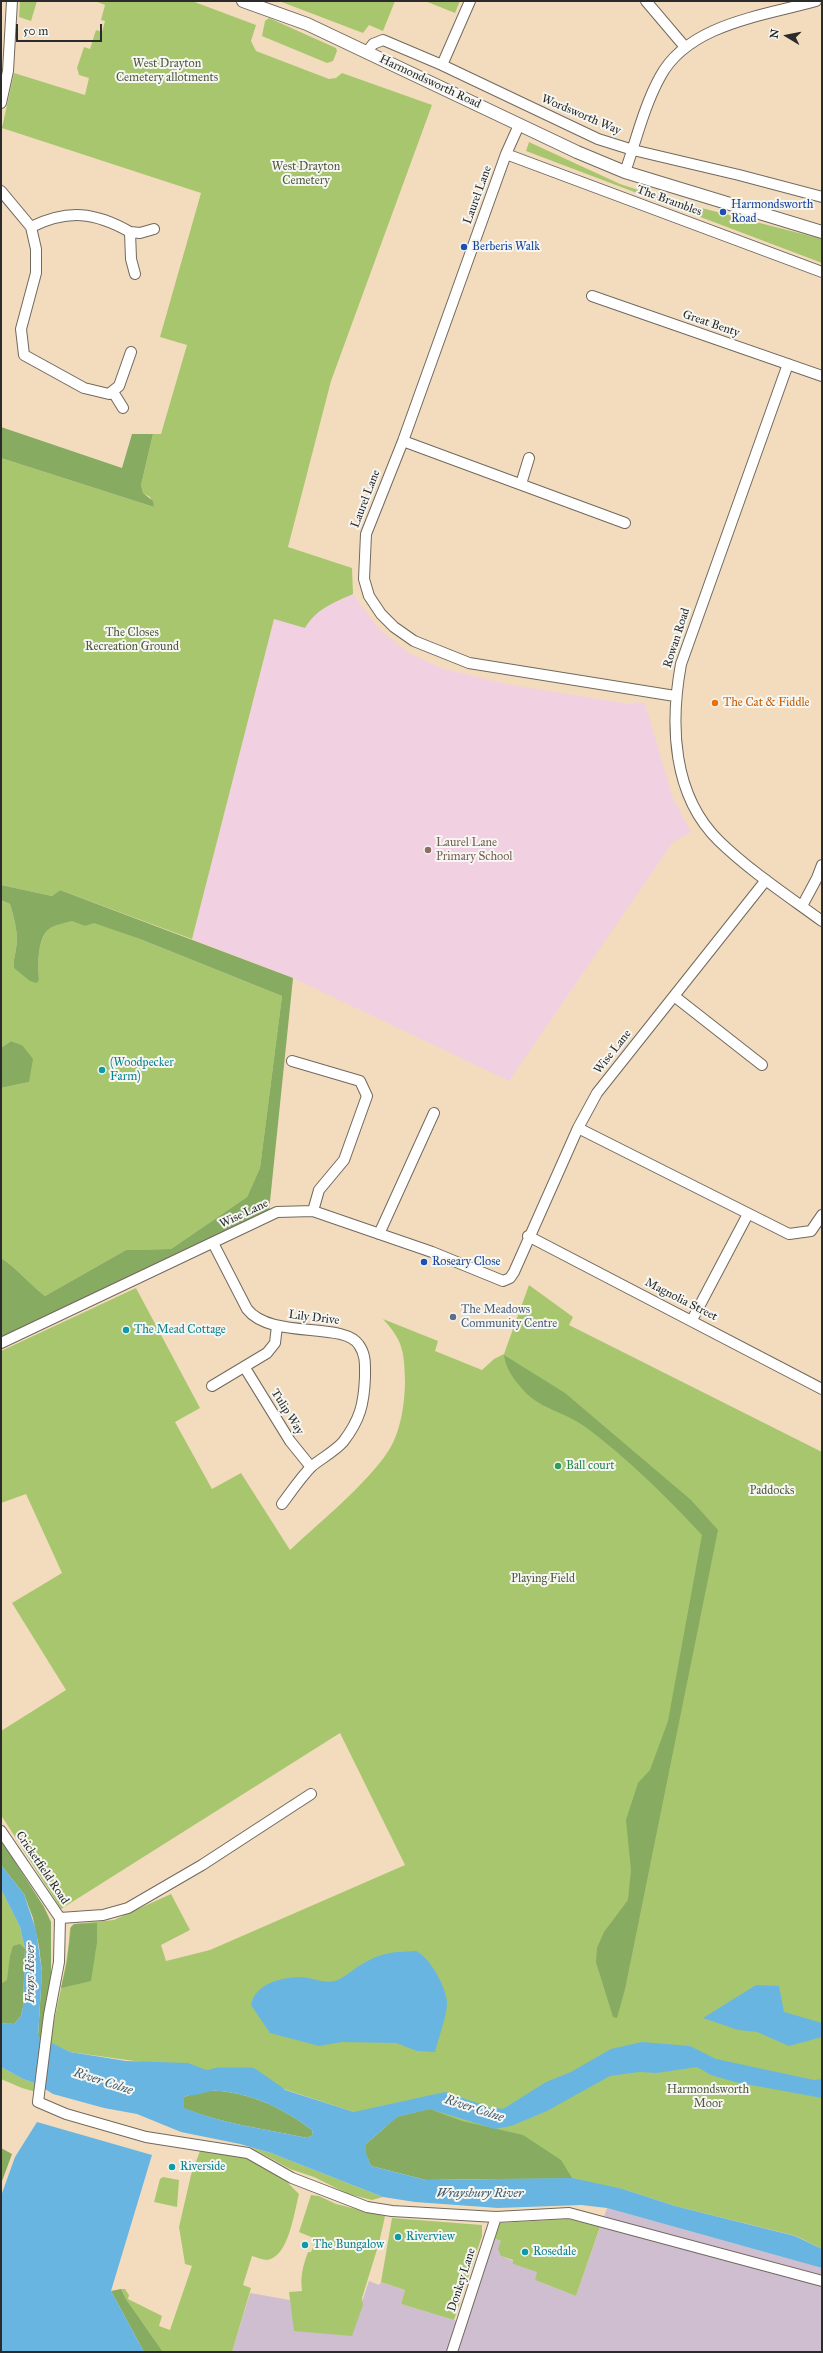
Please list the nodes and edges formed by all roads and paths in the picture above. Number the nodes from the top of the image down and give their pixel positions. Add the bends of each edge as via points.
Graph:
1 (12, 1) edge
2 (242, 1) edge
3 (470, 1) edge
4 (646, 1) edge
5 (816, 1) edge
6 (685, 47) junction
7 (367, 52) junction
8 (442, 65) junction
9 (1, 103) edge
10 (519, 125) junction
11 (633, 150) junction
12 (506, 154) junction
13 (624, 172) junction
14 (1, 191) edge
15 (822, 197) edge
16 (31, 227) junction
17 (154, 229) dead end
18 (130, 232) junction
19 (822, 232) edge
20 (822, 272) edge
21 (135, 274) dead end
22 (592, 296) dead end
23 (132, 352) dead end
24 (788, 364) junction
25 (822, 376) edge
26 (113, 392) junction
27 (123, 408) dead end
28 (402, 441) junction
29 (529, 458) dead end
30 (521, 484) junction
31 (625, 523) dead end
32 (675, 696) junction
33 (822, 865) edge
34 (766, 880) junction
35 (802, 906) junction
36 (822, 922) edge
37 (674, 996) junction
38 (292, 1061) dead end
39 (762, 1065) dead end
40 (434, 1113) dead end
41 (578, 1128) junction
42 (314, 1211) junction
43 (748, 1214) junction
44 (822, 1215) edge
45 (379, 1234) junction
46 (528, 1236) junction
47 (213, 1242) junction
48 (692, 1320) junction
49 (277, 1326) junction
50 (1, 1343) edge
51 (245, 1368) junction
52 (212, 1386) dead end
53 (822, 1389) edge
54 (311, 1467) junction
55 (282, 1504) dead end
56 (311, 1794) dead end
57 (1, 1831) edge
58 (60, 1918) junction
59 (496, 2217) junction
60 (822, 2281) edge
61 (452, 2352) edge

1 - 9 street via 8,71
2 - 7 street, Harmondsworth Road via 307,24
3 - 8 street
4 - 6 street
5 - 6 street via 713,30
6 - 11 street via 660,77
7 - 8 street, Wordsworth Way via 373,44 383,40
7 - 10 street, Harmondsworth Road
8 - 11 street, Wordsworth Way via 562,123 598,139
10 - 12 street, Laurel Lane
10 - 13 street, Harmondsworth Road
11 - 13 street
11 - 15 street, Wordsworth Way
12 - 20 street, The Brambles
12 - 28 street, Laurel Lane
13 - 19 street, Harmondsworth Road
14 - 16 street
16 - 18 street via 62,215 76,215 92,216
16 - 26 street via 37,261 32,291 23,314 21,330 24,355 84,388 97,392
17 - 18 street
18 - 21 street via 131,258
22 - 24 street, Great Benty
23 - 26 street via 121,382
24 - 25 street, Great Benty
24 - 32 street, Rowan Road via 680,664
26 - 27 street
28 - 30 street
28 - 32 street, Laurel Lane via 366,534 364,579 369,596 394,627 414,641 469,663
29 - 30 street
30 - 31 street
32 - 34 street, Rowan Road via 675,745 686,786 698,815 718,841
33 - 35 street
34 - 35 street, Rowan Road
34 - 37 street, Wise Lane
35 - 36 street, Rowan Road
37 - 39 street
37 - 41 street, Wise Lane via 597,1094
38 - 42 street via 360,1081 367,1096 344,1160 319,1190
40 - 45 street
41 - 43 street
41 - 46 street, Wise Lane
42 - 45 street, Wise Lane
42 - 47 street, Wise Lane via 277,1212
43 - 44 street via 789,1234 810,1231
43 - 48 street
45 - 46 street, Wise Lane via 503,1281 512,1275
46 - 48 street, Magnolia Street
47 - 49 street, Lily Drive via 253,1317
47 - 50 street, Wise Lane
48 - 53 street, Magnolia Street
49 - 51 street via 276,1338 267,1353
49 - 54 street, Lily Drive via 343,1334 359,1343 365,1359 365,1399 360,1416 342,1443
51 - 52 street
51 - 54 street, Tulip Way via 290,1441
54 - 55 street, Lily Drive
56 - 58 street via 202,1865 128,1908 103,1915
57 - 58 street, Cricketfield Road
58 - 59 street, Cricketfield Road via 59,1962 49,2015 38,2102 66,2114 146,2137 248,2154 292,2178 367,2207 392,2211
59 - 60 street via 569,2214
59 - 61 street, Donkey Lane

◆ ◆ ◆ ◆ ◆

Your assignment => Repeat all the records above exactly, leaving out any pictures.

Written answer =>
Please list the nodes and edges formed by all roads and paths in the picture above. Number the nodes from the top of the image down and give their pixel positions. Add the bends of each edge as via points.
Graph:
1 (12, 1) edge
2 (242, 1) edge
3 (470, 1) edge
4 (646, 1) edge
5 (816, 1) edge
6 (685, 47) junction
7 (367, 52) junction
8 (442, 65) junction
9 (1, 103) edge
10 (519, 125) junction
11 (633, 150) junction
12 (506, 154) junction
13 (624, 172) junction
14 (1, 191) edge
15 (822, 197) edge
16 (31, 227) junction
17 (154, 229) dead end
18 (130, 232) junction
19 (822, 232) edge
20 (822, 272) edge
21 (135, 274) dead end
22 (592, 296) dead end
23 (132, 352) dead end
24 (788, 364) junction
25 (822, 376) edge
26 (113, 392) junction
27 (123, 408) dead end
28 (402, 441) junction
29 (529, 458) dead end
30 (521, 484) junction
31 (625, 523) dead end
32 (675, 696) junction
33 (822, 865) edge
34 (766, 880) junction
35 (802, 906) junction
36 (822, 922) edge
37 (674, 996) junction
38 (292, 1061) dead end
39 (762, 1065) dead end
40 (434, 1113) dead end
41 (578, 1128) junction
42 (314, 1211) junction
43 (748, 1214) junction
44 (822, 1215) edge
45 (379, 1234) junction
46 (528, 1236) junction
47 (213, 1242) junction
48 (692, 1320) junction
49 (277, 1326) junction
50 (1, 1343) edge
51 (245, 1368) junction
52 (212, 1386) dead end
53 (822, 1389) edge
54 (311, 1467) junction
55 (282, 1504) dead end
56 (311, 1794) dead end
57 (1, 1831) edge
58 (60, 1918) junction
59 (496, 2217) junction
60 (822, 2281) edge
61 (452, 2352) edge

1 - 9 street via 8,71
2 - 7 street, Harmondsworth Road via 307,24
3 - 8 street
4 - 6 street
5 - 6 street via 713,30
6 - 11 street via 660,77
7 - 8 street, Wordsworth Way via 373,44 383,40
7 - 10 street, Harmondsworth Road
8 - 11 street, Wordsworth Way via 562,123 598,139
10 - 12 street, Laurel Lane
10 - 13 street, Harmondsworth Road
11 - 13 street
11 - 15 street, Wordsworth Way
12 - 20 street, The Brambles
12 - 28 street, Laurel Lane
13 - 19 street, Harmondsworth Road
14 - 16 street
16 - 18 street via 62,215 76,215 92,216
16 - 26 street via 37,261 32,291 23,314 21,330 24,355 84,388 97,392
17 - 18 street
18 - 21 street via 131,258
22 - 24 street, Great Benty
23 - 26 street via 121,382
24 - 25 street, Great Benty
24 - 32 street, Rowan Road via 680,664
26 - 27 street
28 - 30 street
28 - 32 street, Laurel Lane via 366,534 364,579 369,596 394,627 414,641 469,663
29 - 30 street
30 - 31 street
32 - 34 street, Rowan Road via 675,745 686,786 698,815 718,841
33 - 35 street
34 - 35 street, Rowan Road
34 - 37 street, Wise Lane
35 - 36 street, Rowan Road
37 - 39 street
37 - 41 street, Wise Lane via 597,1094
38 - 42 street via 360,1081 367,1096 344,1160 319,1190
40 - 45 street
41 - 43 street
41 - 46 street, Wise Lane
42 - 45 street, Wise Lane
42 - 47 street, Wise Lane via 277,1212
43 - 44 street via 789,1234 810,1231
43 - 48 street
45 - 46 street, Wise Lane via 503,1281 512,1275
46 - 48 street, Magnolia Street
47 - 49 street, Lily Drive via 253,1317
47 - 50 street, Wise Lane
48 - 53 street, Magnolia Street
49 - 51 street via 276,1338 267,1353
49 - 54 street, Lily Drive via 343,1334 359,1343 365,1359 365,1399 360,1416 342,1443
51 - 52 street
51 - 54 street, Tulip Way via 290,1441
54 - 55 street, Lily Drive
56 - 58 street via 202,1865 128,1908 103,1915
57 - 58 street, Cricketfield Road
58 - 59 street, Cricketfield Road via 59,1962 49,2015 38,2102 66,2114 146,2137 248,2154 292,2178 367,2207 392,2211
59 - 60 street via 569,2214
59 - 61 street, Donkey Lane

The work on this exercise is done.